One of the approaches used to address this limitation is to increase the information base by including the data on the same cross-section units over several periods of time (referred to as a panel data set). This additional data enhances the scope to account for location-specific and time-specific heterogeneities that are unobserved by bringing in additional coefficients in the regression model. Such a model specification is called panel fixed effects model, as the omitted variables are absorbed as coefficients fixed over either time or over cross-section (see Dell, Jones, and Olken 2014; Deschênes and Greenstone 2007). In these models, weather variables are used instead of climate variables as the time-invariant nature of the climate variable clashes with the location-specific fixed effects coefficients. Hence, the panel fixed effects models estimate impacts due to weather shocks, and not necessarily impacts due to climate change.

In line with the global trends, there has been increasing use of statistical models in the context of Indian agriculture too, both (p.523) for impact assessments based on physical outcomes, such as yield (see, for example, Auffhammer et al. 2012; Birthal et al. 2014; Gupta, Sen, and Srinivasan 2014; Krishnamurthy 2012; Lobell, Schlenker, and Costa-Roberts 2011; Pattanayak and Kumar 2014; and Saravanakumar 2015), and for impact assessments based on economic outcomes, such as net revenue (see, for example, Kar and Das 2015 and Kumar 2011). While these studies may be accurately assessing the impact of weather shocks, attributing the results to climate change could be misleading for several reasons, as highlighted by Dell, Jones, and Olken (2014). Even though the panel models correctly identify the causal effect of weather shocks on economic outcomes, they may not provide accurate insight on the likely effects of future climate change. The effects of weather shocks (as estimated by the panel fixed effects models) will be larger than the (true) effects of climate change if adaptation plays a dominant role. On the other hand, the effects of weather shocks will be smaller than the (true) effects of climate change if variation in temperature and precipitation become more intense.

Further, there is considerable uncertainty with regard to choice of climate variables in the impact literature. For example, in a study on the rice crop cultivation in India, Pattanayak and Kumar (2017) show that magnitude and distribution of simulated impacts of historical changes in climate on rice yield are significantly different when estimated based on a model that includes both minimum and maximum temperature (see Panel B in Figure 28.1 [between pages 326 and 327]) when compared to a model that includes only minimum temperature (Panel A in Figure 28.1). As it could be seen, the daytime temperature effects outweigh the positive effects observed in Panel A. Overall, there is still considerable scope for research on appropriate model specification in climate impact research.

Mainstreaming Climate Change AdaptationAgriculture

Figure 28.1 Climate Sensitivity of Rice Crop—Which Variables Matter?
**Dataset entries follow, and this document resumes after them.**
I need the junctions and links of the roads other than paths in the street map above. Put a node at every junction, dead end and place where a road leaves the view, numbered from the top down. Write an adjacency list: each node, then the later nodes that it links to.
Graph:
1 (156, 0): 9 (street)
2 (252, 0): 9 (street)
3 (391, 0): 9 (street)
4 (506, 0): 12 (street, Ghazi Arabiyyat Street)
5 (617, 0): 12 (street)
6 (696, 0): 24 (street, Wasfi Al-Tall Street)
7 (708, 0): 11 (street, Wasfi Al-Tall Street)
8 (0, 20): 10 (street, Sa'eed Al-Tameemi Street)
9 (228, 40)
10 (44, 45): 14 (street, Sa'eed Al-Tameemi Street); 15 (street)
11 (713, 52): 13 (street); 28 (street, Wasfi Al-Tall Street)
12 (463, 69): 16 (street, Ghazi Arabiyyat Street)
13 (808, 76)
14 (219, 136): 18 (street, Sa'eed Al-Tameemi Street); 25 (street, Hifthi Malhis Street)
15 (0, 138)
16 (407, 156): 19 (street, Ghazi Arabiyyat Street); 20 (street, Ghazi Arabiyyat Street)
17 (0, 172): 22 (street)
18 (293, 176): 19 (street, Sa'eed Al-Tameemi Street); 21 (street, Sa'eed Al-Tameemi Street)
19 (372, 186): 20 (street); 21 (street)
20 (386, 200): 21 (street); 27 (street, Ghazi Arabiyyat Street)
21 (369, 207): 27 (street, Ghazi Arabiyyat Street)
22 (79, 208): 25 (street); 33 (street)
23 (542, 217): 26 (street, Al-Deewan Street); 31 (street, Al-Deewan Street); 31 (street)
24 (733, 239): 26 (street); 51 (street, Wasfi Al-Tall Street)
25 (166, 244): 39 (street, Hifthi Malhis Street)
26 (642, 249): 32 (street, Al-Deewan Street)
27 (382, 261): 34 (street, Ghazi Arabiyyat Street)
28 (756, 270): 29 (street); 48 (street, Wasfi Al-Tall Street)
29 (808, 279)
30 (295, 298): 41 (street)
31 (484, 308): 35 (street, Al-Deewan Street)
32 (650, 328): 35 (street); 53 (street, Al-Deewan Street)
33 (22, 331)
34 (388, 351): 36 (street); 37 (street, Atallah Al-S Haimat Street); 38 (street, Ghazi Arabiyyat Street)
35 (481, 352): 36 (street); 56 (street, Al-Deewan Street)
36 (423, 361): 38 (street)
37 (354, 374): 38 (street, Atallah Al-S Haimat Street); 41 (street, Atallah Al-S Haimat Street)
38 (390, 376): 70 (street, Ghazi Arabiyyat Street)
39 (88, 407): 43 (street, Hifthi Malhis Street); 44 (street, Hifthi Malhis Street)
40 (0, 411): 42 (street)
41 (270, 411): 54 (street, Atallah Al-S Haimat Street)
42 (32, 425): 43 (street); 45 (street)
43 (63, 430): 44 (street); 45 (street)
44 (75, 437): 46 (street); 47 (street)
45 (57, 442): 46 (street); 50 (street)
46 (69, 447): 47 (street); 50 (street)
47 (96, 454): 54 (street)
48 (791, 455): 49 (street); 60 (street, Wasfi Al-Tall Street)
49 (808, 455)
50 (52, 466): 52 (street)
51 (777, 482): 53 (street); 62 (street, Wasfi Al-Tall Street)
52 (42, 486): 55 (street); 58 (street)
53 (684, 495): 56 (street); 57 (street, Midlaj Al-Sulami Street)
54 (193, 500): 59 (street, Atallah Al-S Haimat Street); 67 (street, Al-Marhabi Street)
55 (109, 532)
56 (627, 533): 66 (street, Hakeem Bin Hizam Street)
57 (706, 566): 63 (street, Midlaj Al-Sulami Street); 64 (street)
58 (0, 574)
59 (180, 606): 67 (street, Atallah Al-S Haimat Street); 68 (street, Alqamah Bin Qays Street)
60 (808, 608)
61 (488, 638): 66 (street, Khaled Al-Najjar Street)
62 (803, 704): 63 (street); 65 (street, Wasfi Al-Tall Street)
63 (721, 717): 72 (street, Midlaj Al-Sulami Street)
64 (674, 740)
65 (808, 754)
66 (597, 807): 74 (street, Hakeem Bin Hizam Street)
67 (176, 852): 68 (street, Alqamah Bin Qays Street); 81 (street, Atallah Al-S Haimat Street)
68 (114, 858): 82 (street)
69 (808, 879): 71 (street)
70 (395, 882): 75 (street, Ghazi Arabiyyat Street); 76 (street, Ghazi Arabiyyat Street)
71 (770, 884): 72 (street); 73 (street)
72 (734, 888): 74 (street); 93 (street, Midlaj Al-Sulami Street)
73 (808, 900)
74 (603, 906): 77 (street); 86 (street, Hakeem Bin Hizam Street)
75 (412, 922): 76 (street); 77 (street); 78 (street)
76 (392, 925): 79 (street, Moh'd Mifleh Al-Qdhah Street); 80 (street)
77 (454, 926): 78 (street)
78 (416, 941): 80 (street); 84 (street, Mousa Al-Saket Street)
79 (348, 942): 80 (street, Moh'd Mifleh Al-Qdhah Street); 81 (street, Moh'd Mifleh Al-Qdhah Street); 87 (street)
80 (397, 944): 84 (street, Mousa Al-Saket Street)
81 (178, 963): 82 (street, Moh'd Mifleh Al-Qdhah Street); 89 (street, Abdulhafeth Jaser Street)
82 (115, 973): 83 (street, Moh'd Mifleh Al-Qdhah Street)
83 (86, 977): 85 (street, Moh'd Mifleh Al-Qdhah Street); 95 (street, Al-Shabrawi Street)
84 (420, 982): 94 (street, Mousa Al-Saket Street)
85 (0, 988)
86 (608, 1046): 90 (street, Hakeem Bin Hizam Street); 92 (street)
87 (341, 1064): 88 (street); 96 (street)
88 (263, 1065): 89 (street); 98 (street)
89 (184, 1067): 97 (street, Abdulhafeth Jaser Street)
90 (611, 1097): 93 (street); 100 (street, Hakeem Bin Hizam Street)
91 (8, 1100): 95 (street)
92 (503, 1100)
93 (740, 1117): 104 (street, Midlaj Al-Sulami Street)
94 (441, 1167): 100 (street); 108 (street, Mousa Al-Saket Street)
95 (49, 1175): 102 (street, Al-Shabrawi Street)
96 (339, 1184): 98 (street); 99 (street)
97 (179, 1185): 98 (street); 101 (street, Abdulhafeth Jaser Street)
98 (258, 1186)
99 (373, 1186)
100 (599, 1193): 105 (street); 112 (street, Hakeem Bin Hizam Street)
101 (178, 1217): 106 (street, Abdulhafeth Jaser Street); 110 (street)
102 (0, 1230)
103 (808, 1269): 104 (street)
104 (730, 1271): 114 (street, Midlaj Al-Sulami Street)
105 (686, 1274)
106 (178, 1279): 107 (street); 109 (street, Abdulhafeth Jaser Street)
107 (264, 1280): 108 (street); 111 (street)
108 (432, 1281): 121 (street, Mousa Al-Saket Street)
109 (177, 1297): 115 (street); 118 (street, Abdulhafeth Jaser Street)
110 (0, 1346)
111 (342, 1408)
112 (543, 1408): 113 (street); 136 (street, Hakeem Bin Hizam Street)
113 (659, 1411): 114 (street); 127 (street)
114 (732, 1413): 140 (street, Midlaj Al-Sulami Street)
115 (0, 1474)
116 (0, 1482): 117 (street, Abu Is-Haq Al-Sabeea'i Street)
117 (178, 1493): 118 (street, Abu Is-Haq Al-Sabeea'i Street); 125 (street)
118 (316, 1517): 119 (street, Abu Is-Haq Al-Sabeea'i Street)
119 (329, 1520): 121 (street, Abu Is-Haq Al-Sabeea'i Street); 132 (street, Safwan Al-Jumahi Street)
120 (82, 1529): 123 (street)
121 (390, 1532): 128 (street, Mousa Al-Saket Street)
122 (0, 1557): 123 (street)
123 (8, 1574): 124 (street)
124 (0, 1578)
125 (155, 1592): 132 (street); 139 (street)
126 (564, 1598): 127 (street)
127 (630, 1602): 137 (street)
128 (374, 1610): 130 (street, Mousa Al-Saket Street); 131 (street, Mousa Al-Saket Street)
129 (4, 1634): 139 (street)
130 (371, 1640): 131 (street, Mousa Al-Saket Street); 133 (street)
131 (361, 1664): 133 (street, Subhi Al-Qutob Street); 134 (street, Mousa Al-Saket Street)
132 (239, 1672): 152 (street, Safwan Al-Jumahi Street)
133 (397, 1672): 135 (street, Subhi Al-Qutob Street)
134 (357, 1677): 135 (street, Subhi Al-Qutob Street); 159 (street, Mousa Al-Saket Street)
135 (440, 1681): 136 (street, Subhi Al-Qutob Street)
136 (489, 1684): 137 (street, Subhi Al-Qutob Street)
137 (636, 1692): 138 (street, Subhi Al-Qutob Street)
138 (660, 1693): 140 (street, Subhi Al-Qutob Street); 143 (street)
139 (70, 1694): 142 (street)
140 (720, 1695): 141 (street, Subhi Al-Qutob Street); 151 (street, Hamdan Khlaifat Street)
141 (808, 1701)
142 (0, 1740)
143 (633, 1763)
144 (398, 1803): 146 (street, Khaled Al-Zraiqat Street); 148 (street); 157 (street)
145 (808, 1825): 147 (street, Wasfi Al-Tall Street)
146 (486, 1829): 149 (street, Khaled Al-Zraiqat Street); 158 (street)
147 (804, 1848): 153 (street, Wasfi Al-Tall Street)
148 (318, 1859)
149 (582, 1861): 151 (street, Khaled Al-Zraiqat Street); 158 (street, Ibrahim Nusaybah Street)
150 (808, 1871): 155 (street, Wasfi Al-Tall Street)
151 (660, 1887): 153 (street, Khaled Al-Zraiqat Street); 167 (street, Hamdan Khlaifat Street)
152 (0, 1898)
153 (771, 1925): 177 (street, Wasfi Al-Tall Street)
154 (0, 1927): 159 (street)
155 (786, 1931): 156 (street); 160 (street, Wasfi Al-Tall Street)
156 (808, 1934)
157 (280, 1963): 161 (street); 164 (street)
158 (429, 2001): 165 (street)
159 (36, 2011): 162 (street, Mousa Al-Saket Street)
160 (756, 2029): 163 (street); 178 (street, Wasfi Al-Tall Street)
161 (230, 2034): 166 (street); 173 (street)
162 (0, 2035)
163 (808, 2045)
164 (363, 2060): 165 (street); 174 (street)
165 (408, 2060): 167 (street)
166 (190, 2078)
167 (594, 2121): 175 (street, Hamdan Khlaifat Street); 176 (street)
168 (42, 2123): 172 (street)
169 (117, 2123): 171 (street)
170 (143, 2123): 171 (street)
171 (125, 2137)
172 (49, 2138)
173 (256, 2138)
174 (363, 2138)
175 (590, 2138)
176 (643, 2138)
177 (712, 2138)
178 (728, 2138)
Note: This map does not represent the authentic international boundaries of India. It is not to scale and is provided for illustrative purposes only.

Source: Adapted from Pattanayak and Kumar (2017).

While much research still needs to be done on assessing the aggregate impacts of climate change across sectors and at the macro level, there is significant evidence in the literature to suggest that aggregate impacts could be misleading if used for adaptation purposes. Pattanayak and Kumar (2017), for example, show in the context of rice crop that regional impacts are overestimated when simulated using an all-India yield response function, as against those based on region-specific yield response function that incorporates (p.524) the features of regional crop calendar and regional crop management practices. Also, for effective policymaking, there is urgent need to improve our understanding about the impact distribution across geographic regions as well as various socio-economic groups (see Gupta, Ramaswami, and Somanathan 2017; Jacoby, Rabassa, and Skoufias 2014; Kar and Das 2015).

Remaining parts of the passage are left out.